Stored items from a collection
━━━━━━━━━━

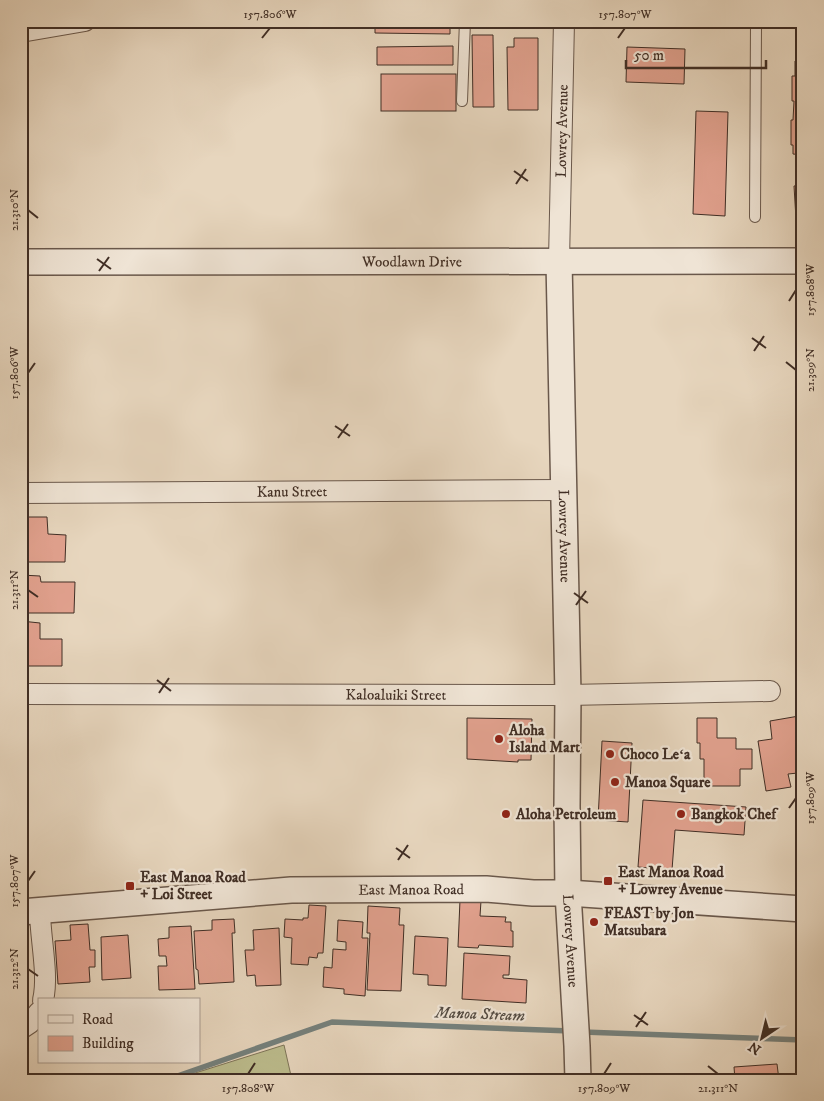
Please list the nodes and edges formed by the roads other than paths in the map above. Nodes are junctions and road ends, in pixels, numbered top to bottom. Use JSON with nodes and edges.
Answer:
{"nodes":[{"id":1,"x":85,"y":21,"type":"edge"},
{"id":2,"x":465,"y":21,"type":"edge"},
{"id":3,"x":564,"y":21,"type":"edge"},
{"id":4,"x":752,"y":21,"type":"edge"},
{"id":5,"x":756,"y":22,"type":"edge"},
{"id":6,"x":803,"y":22,"type":"edge"},
{"id":7,"x":21,"y":32,"type":"edge"},
{"id":8,"x":462,"y":100,"type":"dead end"},
{"id":9,"x":755,"y":218,"type":"dead end"},
{"id":10,"x":560,"y":261,"type":"junction"},
{"id":11,"x":803,"y":261,"type":"edge"},
{"id":12,"x":21,"y":262,"type":"edge"},
{"id":13,"x":564,"y":490,"type":"junction"},
{"id":14,"x":21,"y":493,"type":"edge"},
{"id":15,"x":770,"y":691,"type":"dead end"},
{"id":16,"x":21,"y":694,"type":"edge"},
{"id":17,"x":568,"y":695,"type":"junction"},
{"id":18,"x":568,"y":893,"type":"junction"},
{"id":19,"x":803,"y":909,"type":"edge"},
{"id":20,"x":31,"y":912,"type":"edge"},
{"id":21,"x":43,"y":998,"type":"edge"},
{"id":22,"x":38,"y":1013,"type":"edge"},
{"id":23,"x":21,"y":1029,"type":"edge"},
{"id":24,"x":578,"y":1080,"type":"edge"}],
"edges":[{"from":1,"to":7,"type":"street"},
{"from":2,"to":8,"type":"lane"},
{"from":3,"to":10,"type":"street","name":"Lowrey Avenue"},
{"from":4,"to":5,"type":"lane"},
{"from":5,"to":6,"type":"lane"},
{"from":5,"to":9,"type":"lane"},
{"from":10,"to":11,"type":"street","name":"Woodlawn Drive"},
{"from":10,"to":12,"type":"street","name":"Woodlawn Drive"},
{"from":10,"to":13,"type":"street","name":"Lowrey Avenue"},
{"from":13,"to":14,"type":"street","name":"Kanu Street"},
{"from":13,"to":17,"type":"street","name":"Lowrey Avenue"},
{"from":15,"to":17,"type":"street","name":"Kaloaluiki Street"},
{"from":16,"to":17,"type":"street","name":"Kaloaluiki Street"},
{"from":17,"to":18,"type":"street","name":"Lowrey Avenue"},
{"from":18,"to":19,"type":"street","name":"East Manoa Road"},
{"from":18,"to":20,"type":"street","name":"East Manoa Road"},
{"from":18,"to":24,"type":"street","name":"Lowrey Avenue"},
{"from":20,"to":21,"type":"street"},
{"from":22,"to":23,"type":"street"}]}
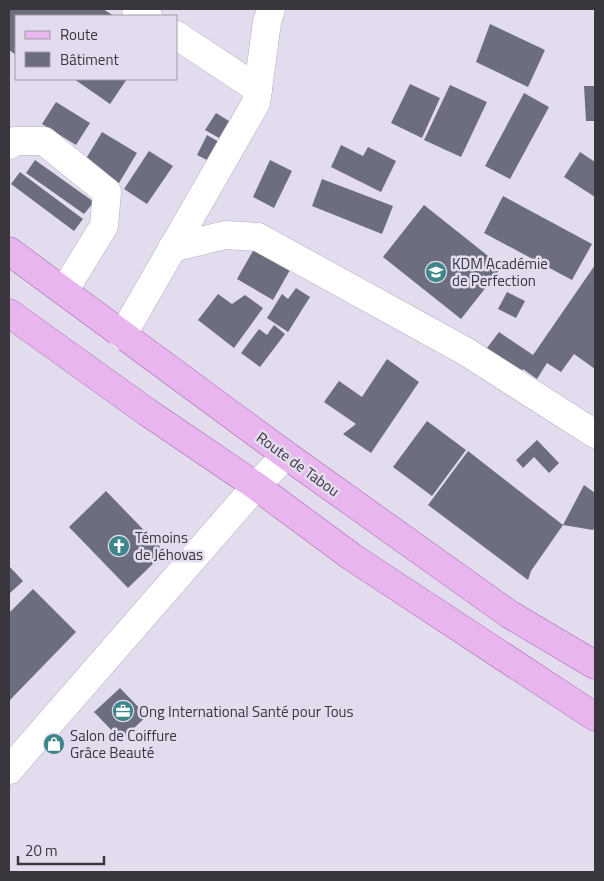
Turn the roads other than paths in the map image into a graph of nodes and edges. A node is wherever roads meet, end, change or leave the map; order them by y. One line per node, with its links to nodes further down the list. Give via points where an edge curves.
1 (271, 9): 3 (street)
2 (178, 36): 3 (street)
3 (258, 89): 5 (street, via 256,103)
4 (9, 145): 7 (street, via 15,141 44,141 107,192 104,226)
5 (172, 248): 9 (street); 10 (street, via 225,235 258,237 465,351)
6 (9, 251): 7 (main road, Route de Tabou)
7 (64, 291): 9 (main road, Route de Tabou)
8 (9, 313): 12 (main road)
9 (122, 336): 11 (main road, Route de Tabou)
10 (595, 434)
11 (286, 455): 12 (street); 13 (main road, Route de Tabou, via 509,614)
12 (256, 486): 14 (main road, via 352,557); 15 (street)
13 (595, 665)
14 (595, 717)
15 (9, 770)

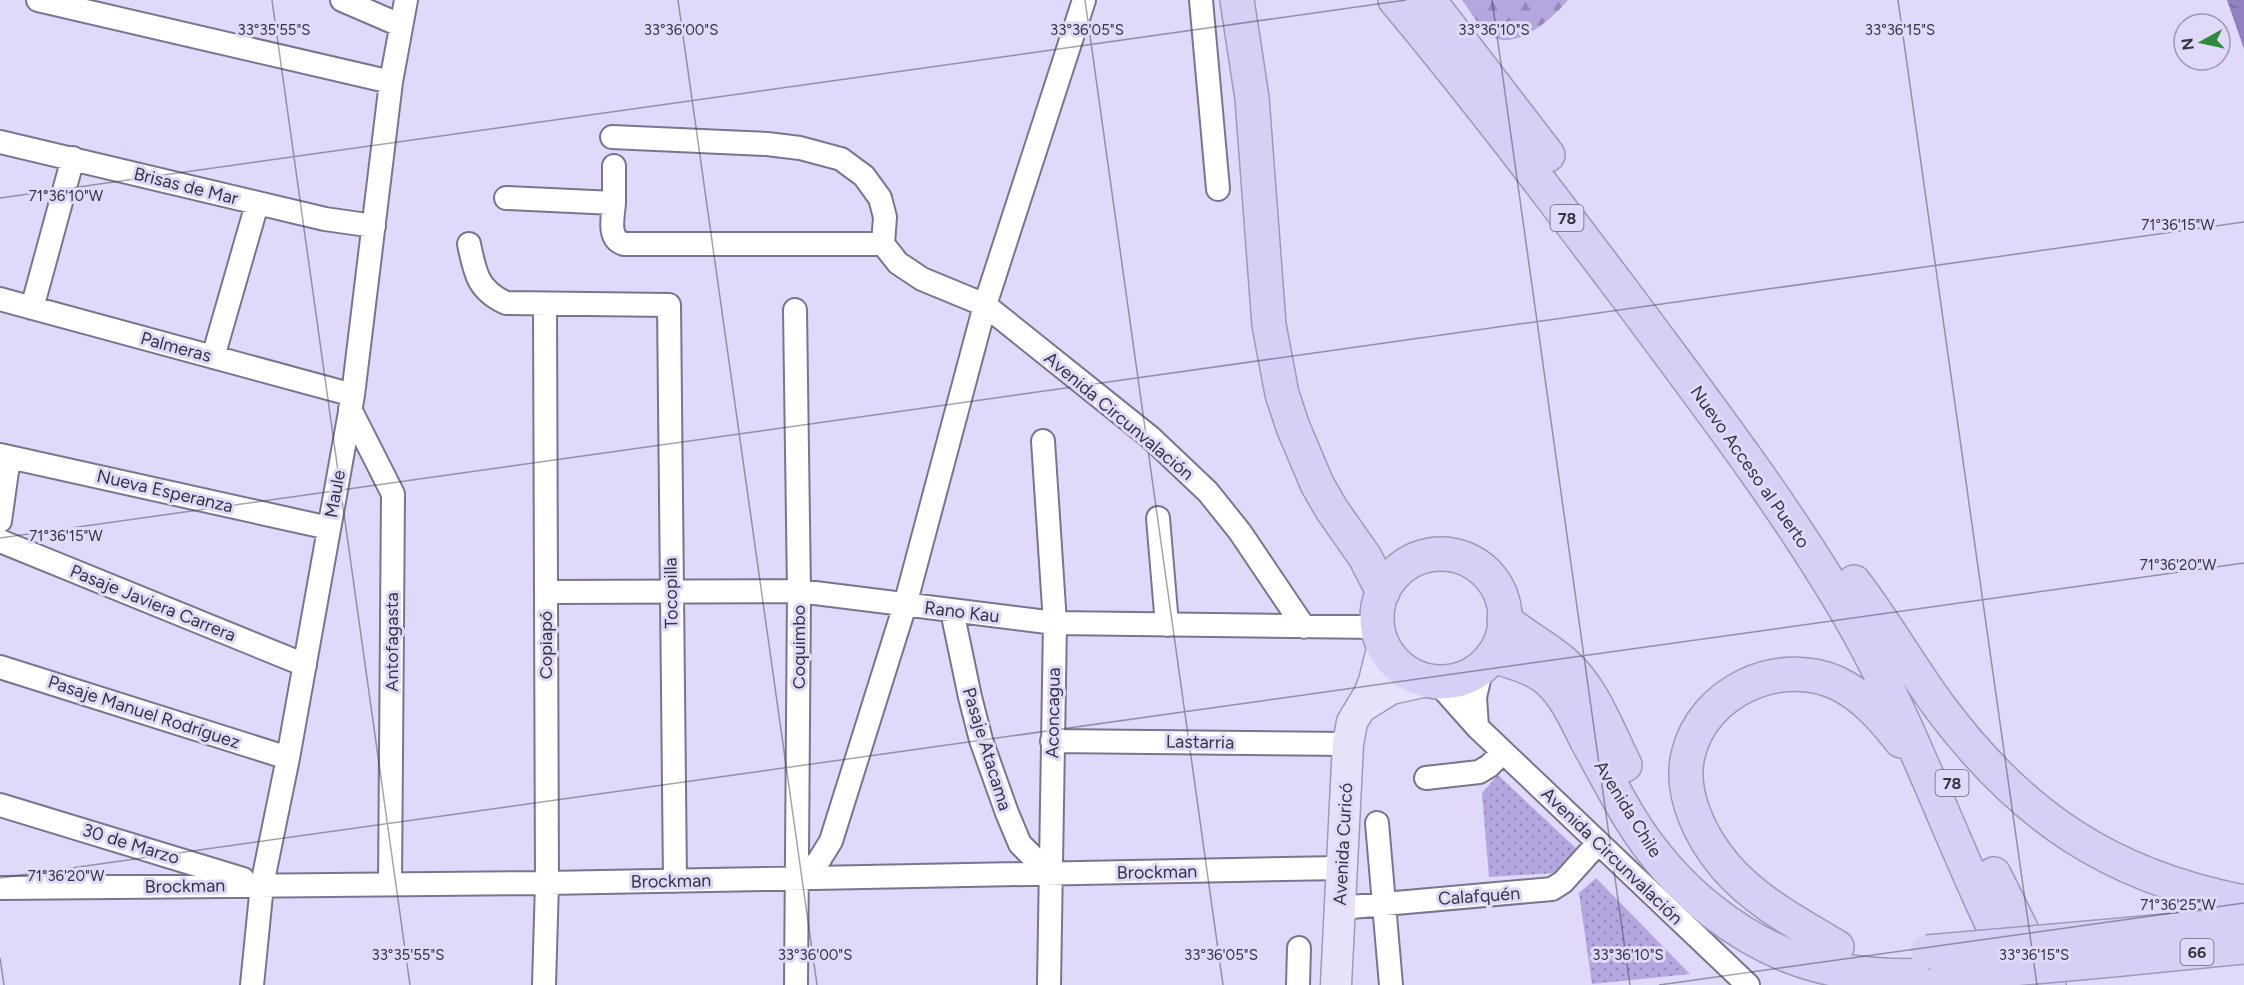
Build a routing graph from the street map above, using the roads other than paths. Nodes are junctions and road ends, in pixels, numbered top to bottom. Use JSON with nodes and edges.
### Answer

━━━━━━━━━━

Whenever the word "bottom" shows up in a line of the entries above, copy that line.

Please list the nodes and edges formed by the roads other than paths in the map above. Nodes are junctions and road ends, in pixels, numbered top to bottom. Use JSON with nodes and edges.
Build a routing graph from the street map above, using the roads other than paths. Nodes are junctions and road ends, in pixels, numbered top to bottom. Use JSON with nodes and edges.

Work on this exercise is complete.